Kirby.exe hat gesagt.:


> Mein Liebliengsfach ist wieder dran.


Theoretische Informatik? Nach einiger Zeit läuft man in etwa mit diesem Gesichtsausdruck durch die Gegend  

Angst machte mir allerdings, dass ich das irgendwann verstanden habe. Gott sei Dank hat mein Unterbewusstsein dem entgegengewirkt, so dass dieser Zustand nicht von langer Dauer war  

Hab jetzt da keine Lust, mich zu vertiefen aber vielleicht kannst Du im Algorithmus vorab die Grammatik einfach umschreiben.


----------



## fhoffmann (26. Mai 2021)

Abgesehen davon, dass "theoretische Informatik" fast so schön ist wie "reine Mathematik",
würde ich nicht wirklich folgendes empfehlen:


mihe7 hat gesagt.:


> aber vielleicht kannst Du im Algorithmus vorab die Grammatik einfach umschreiben.

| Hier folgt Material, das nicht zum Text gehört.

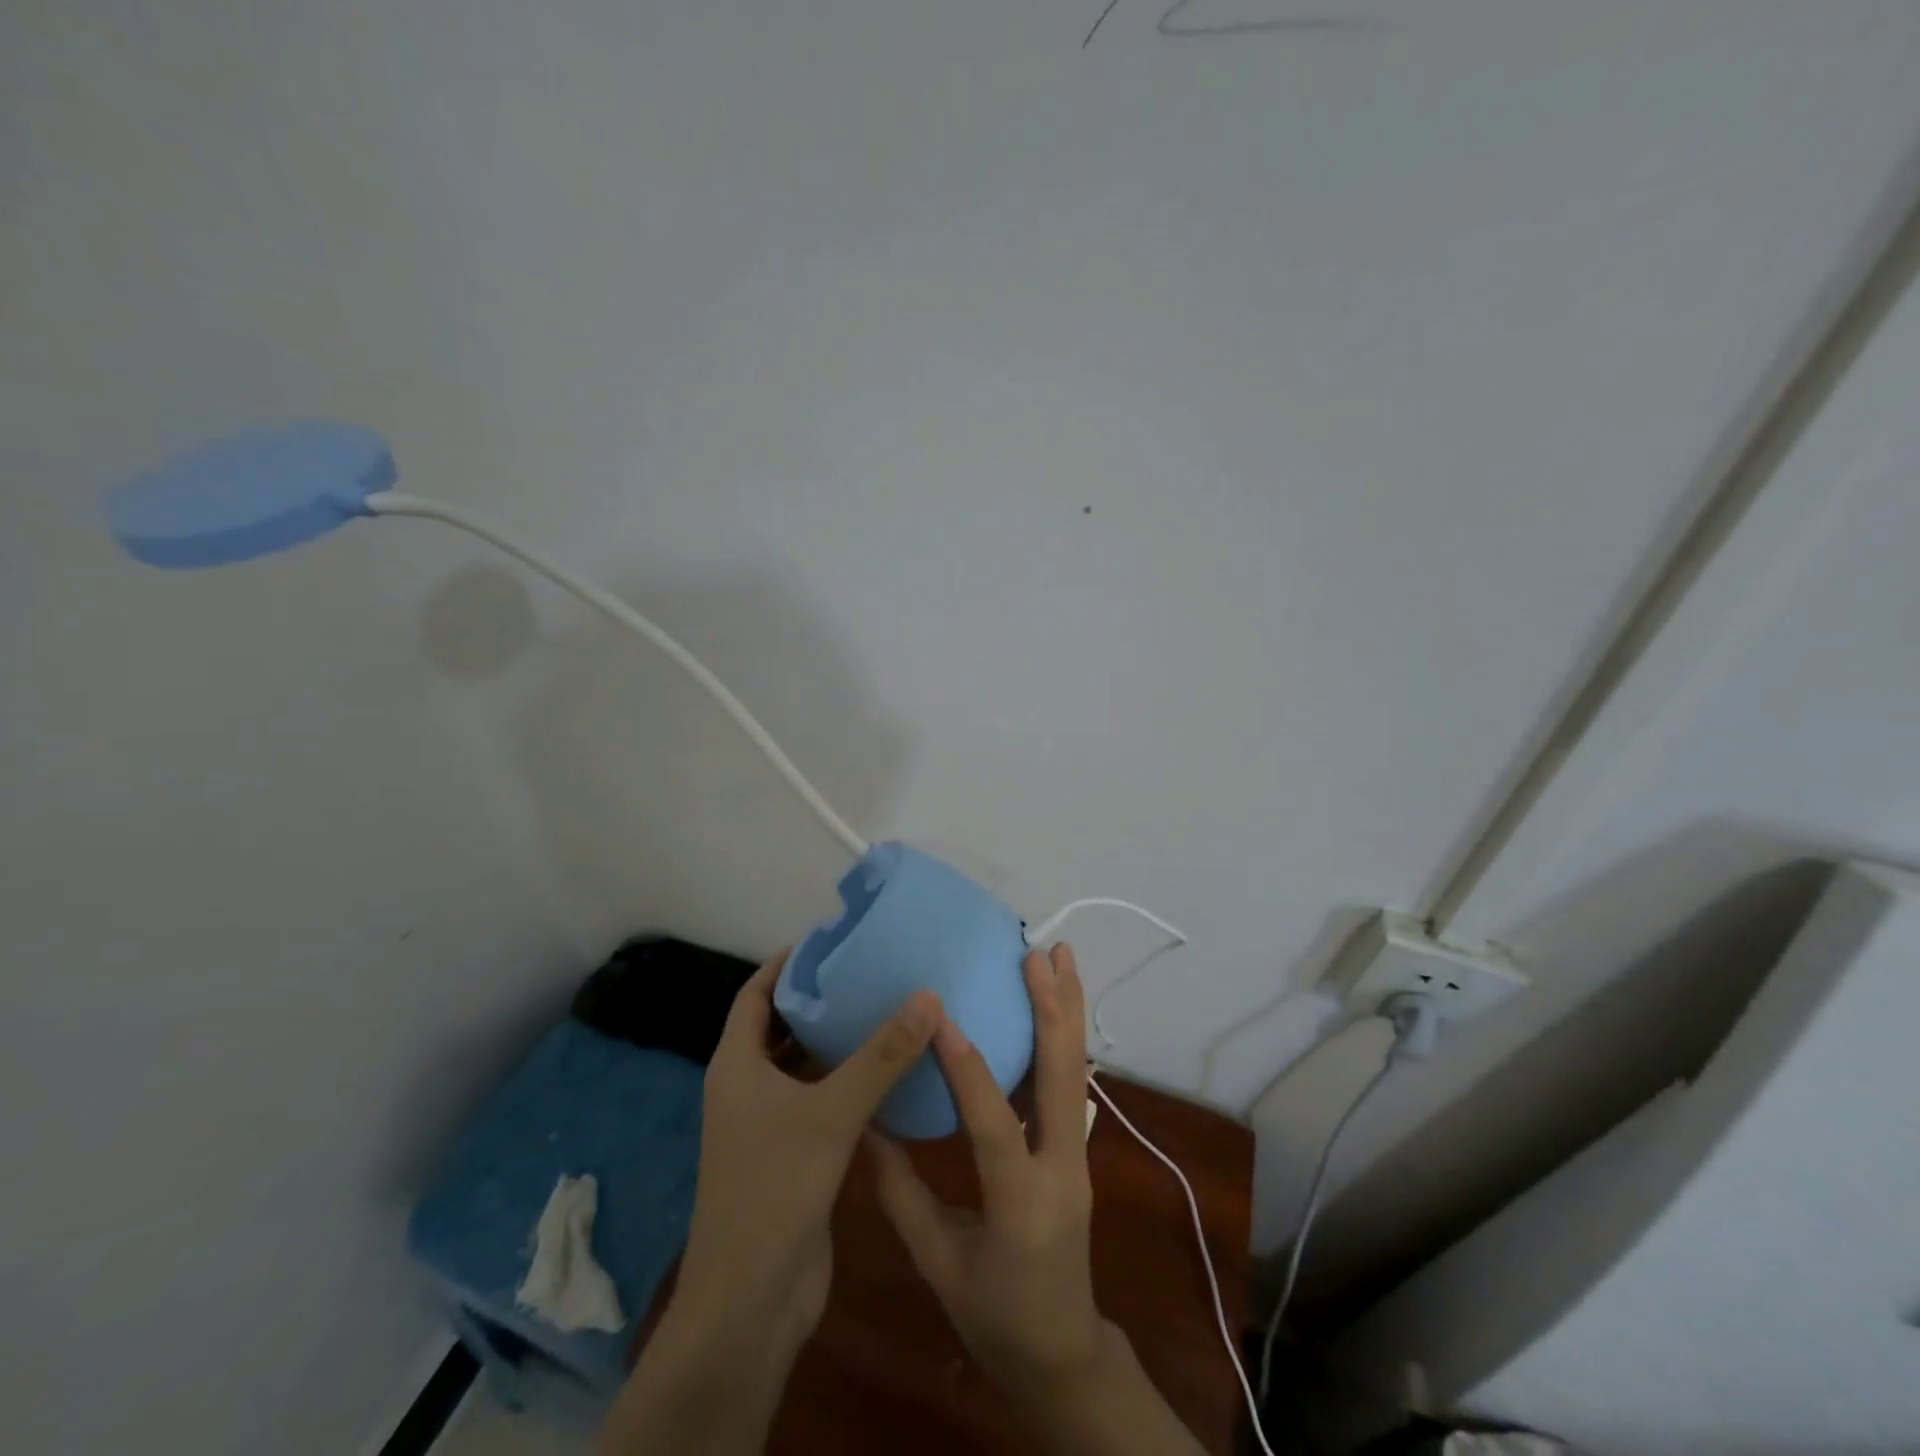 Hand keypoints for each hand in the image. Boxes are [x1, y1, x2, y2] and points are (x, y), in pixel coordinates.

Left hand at [679, 948, 941, 1349]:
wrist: (751, 1303)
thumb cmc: (774, 1189)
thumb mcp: (831, 1112)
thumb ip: (881, 1055)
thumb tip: (928, 994)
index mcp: (737, 1065)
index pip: (755, 993)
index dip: (787, 962)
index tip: (831, 939)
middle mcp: (748, 1087)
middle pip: (782, 1026)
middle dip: (821, 998)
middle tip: (870, 968)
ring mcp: (770, 1124)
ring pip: (806, 1065)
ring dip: (839, 1041)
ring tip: (888, 1006)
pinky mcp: (795, 1155)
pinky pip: (824, 1101)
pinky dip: (851, 1081)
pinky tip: (893, 1070)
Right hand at [869, 944, 1103, 1400]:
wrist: (1063, 1354)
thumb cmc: (995, 1318)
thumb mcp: (938, 1264)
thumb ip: (902, 1194)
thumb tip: (866, 1126)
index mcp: (1021, 1206)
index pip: (995, 1125)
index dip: (968, 1070)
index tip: (943, 1016)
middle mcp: (1062, 1169)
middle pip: (1063, 1078)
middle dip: (1052, 1010)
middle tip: (1038, 954)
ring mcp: (1078, 1155)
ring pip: (1077, 1070)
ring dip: (1068, 1009)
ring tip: (1061, 957)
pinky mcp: (1077, 1148)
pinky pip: (1071, 1082)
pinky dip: (1064, 1035)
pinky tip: (1054, 1003)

Die Umwandlung einer beliebigen kontextsensitven Grammatik in Chomski-Normalform ist doch sehr komplziert (und ich vermute mal, dass selbst die Umformung einer Grammatik, die A -> aBC erlaubt, in Chomski-Normalform immer noch kompliziert ist).

Ich würde eher empfehlen, mir den CYK-Algorithmus genauer anzugucken und diese Erweiterung einzubauen.

Aber das ist nur ein vages Gefühl und ich habe keine wirkliche Lösung.


----------



## fhoffmann (26. Mai 2021)

fhoffmann hat gesagt.:


> und ich vermute mal, dass selbst die Umformung einer Grammatik, die A -> aBC erlaubt, in Chomski-Normalform immer noch kompliziert ist


Ich muss mich korrigieren:
Die Umwandlung einer Grrammatik der Form
A -> aBC
ist möglich durch eine neue Grammatik der Form (in Chomski-Normalform):
A -> XY
X -> a
Y -> BC

Somit ist der Ansatz von @mihe7 möglicherweise doch umsetzbar.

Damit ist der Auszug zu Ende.